Exercise: The reply must consist of the entire listing, reproduced exactly.

:::::

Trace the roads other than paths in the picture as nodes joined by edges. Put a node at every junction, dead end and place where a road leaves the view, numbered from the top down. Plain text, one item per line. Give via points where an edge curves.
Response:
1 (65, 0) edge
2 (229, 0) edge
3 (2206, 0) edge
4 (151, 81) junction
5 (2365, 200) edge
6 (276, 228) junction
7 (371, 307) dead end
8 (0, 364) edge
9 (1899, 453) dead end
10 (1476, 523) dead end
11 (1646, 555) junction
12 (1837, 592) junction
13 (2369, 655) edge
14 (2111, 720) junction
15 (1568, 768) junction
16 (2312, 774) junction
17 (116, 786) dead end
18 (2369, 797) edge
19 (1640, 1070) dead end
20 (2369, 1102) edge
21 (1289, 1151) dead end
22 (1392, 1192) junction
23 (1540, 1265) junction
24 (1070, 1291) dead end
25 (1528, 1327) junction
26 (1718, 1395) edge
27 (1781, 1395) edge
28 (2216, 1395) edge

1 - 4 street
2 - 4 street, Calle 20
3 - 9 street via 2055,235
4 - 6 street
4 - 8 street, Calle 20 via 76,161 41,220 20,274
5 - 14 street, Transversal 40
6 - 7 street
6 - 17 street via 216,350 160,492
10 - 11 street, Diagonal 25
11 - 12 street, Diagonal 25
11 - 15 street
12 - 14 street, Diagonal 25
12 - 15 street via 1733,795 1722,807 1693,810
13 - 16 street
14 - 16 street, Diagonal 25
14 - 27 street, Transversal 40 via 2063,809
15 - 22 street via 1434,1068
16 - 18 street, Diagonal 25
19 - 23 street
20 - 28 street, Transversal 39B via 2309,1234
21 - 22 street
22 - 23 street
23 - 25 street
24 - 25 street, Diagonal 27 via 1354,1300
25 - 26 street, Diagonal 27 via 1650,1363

:::::

Reply:
Trace the roads other than paths in the picture as nodes joined by edges. Put a node at every junction, dead end and place where a road leaves the view, numbered from the top down. Plain text, one item per line. Give via points where an edge curves.
Response:
1 (65, 0) edge
2 (229, 0) edge
3 (2206, 0) edge
4 (151, 81) junction
5 (2365, 200) edge
6 (276, 228) junction
7 (371, 307) dead end
8 (0, 364) edge
9 (1899, 453) dead end
10 (1476, 523) dead end
11 (1646, 555) junction
12 (1837, 592) junction
13 (2369, 655) edge
14 (2111, 720) junction
15 (1568, 768) junction
16 (2312, 774) junction
17 (116, 786) dead end
18 (2369, 797) edge
19 (1640, 1070) dead end
20 (2369, 1102) edge
21 (1289, 1151) dead end
22 (1392, 1192) junction
23 (1540, 1265) junction
24 (1070, 1291) dead end
25 (1528, 1327) junction
26 (1718, 1395) edge
27 (1781, 1395) edge
28 (2216, 1395) edge

1 - 4 street
2 - 4 street, Calle 20
3 - 9 street via 2055,235
4 - 6 street
4 - 8 street, Calle 20 via 76,161 41,220 20,274
5 - 14 street, Transversal 40
6 - 7 street
6 - 17 street via 216,350 160,492
10 - 11 street, Diagonal 25
11 - 12 street, Diagonal 25
11 - 15 street
12 - 14 street, Diagonal 25
12 - 15 street via 1733,795 1722,807 1693,810
13 - 16 street
14 - 16 street, Diagonal 25
14 - 27 street, Transversal 40 via 2063,809
15 - 22 street via 1434,1068
16 - 18 street, Diagonal 25
19 - 23 street
20 - 28 street, Transversal 39B via 2309,1234
21 - 22 street
22 - 23 street
23 - 25 street
24 - 25 street, Diagonal 27 via 1354,1300
25 - 26 street, Diagonal 27 via 1650,1363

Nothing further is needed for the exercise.